■ GIVEN DATA
------------------------------
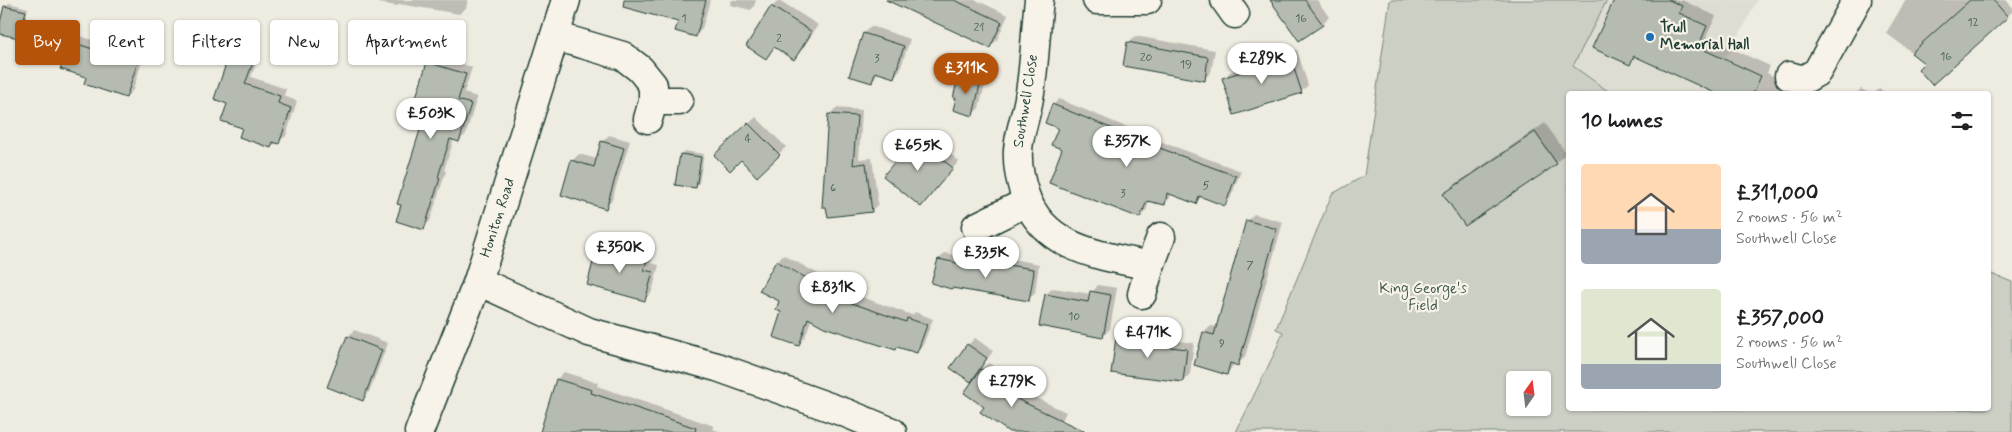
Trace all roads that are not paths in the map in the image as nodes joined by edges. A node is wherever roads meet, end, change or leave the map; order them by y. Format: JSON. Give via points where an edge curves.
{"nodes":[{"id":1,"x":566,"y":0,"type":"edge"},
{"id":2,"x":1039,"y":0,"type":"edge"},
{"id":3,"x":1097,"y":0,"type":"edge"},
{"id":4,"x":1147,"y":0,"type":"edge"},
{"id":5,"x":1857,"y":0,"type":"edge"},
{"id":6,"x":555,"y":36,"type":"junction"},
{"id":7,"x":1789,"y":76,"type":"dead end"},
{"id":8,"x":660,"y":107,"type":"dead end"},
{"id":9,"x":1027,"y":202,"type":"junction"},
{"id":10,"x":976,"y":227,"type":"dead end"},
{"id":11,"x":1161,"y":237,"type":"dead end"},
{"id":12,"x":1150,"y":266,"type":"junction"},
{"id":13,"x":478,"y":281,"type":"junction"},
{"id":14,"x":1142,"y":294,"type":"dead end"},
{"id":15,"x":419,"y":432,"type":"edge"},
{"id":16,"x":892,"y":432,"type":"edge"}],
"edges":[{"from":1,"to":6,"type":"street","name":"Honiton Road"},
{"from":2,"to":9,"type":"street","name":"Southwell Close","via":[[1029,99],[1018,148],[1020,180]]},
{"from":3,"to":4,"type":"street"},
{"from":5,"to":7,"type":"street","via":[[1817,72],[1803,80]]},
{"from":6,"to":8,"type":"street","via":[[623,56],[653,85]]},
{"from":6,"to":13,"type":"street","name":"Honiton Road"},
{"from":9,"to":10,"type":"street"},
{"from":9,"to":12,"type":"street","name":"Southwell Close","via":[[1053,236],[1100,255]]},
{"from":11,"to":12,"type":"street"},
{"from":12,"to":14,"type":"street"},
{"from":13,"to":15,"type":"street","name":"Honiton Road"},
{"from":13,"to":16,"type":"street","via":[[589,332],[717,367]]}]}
------------------------------
■ EXERCISE PROMPT
All of the data needs repeating exactly, but the pictures do not.

■ ANSWER
Trace all roads that are not paths in the map in the image as nodes joined by edges. A node is wherever roads meet, end, change or leave the map; order them by y. Format: JSON. Give via points where an edge curves.
{"nodes":[{"id":1,"x":566,"y":0,"type":"edge"},
{"id":2,"x":1039,"y":0,"type":"edge"},
{"id":3,"x":1097,"y":0,"type":"edge"},
{"id":4,"x":1147,"y":0,"type":"edge"},
{"id":5,"x":1857,"y":0,"type":"edge"},
{"id":6,"x":555,"y":36,"type":"junction"},
{"id":7,"x":1789,"y":76,"type":"dead end"},
{"id":8,"x":660,"y":107,"type":"dead end"},
{"id":9,"x":1027,"y":202,"type":"junction"},
{"id":10,"x":976,"y":227,"type":"dead end"},
{"id":11,"x":1161,"y":237,"type":"dead end"},
{"id":12,"x":1150,"y":266,"type":"junction"},
{"id":13,"x":478,"y":281,"type":"junction"},
{"id":14,"x":1142,"y":294,"type":"dead end"},
{"id":15,"x":419,"y":432,"type":"edge"},
{"id":16,"x":892,"y":432,"type":"edge"}],
"edges":[{"from":1,"to":6,"type":"street","name":"Honiton Road"},
{"from":2,"to":9,"type":"street","name":"Southwell Close","via":[[1029,99],[1018,148],[1020,180]]},
{"from":3,"to":4,"type":"street"},
{"from":5,"to":7,"type":"street","via":[[1817,72],[1803,80]]},
{"from":6,"to":8,"type":"street","via":[[623,56],[653,85]]},
{"from":6,"to":13,"type":"street","name":"Honiton Road"},
{"from":9,"to":10,"type":"street"},
{"from":9,"to":12,"type":"street","name":"Southwell Close","via":[[1053,236],[1100,255]]},
{"from":11,"to":12,"type":"street"},
{"from":12,"to":14,"type":"street"},
{"from":13,"to":15,"type":"street","name":"Honiton Road"},
{"from":13,"to":16,"type":"street","via":[[589,332],[717,367]]}]}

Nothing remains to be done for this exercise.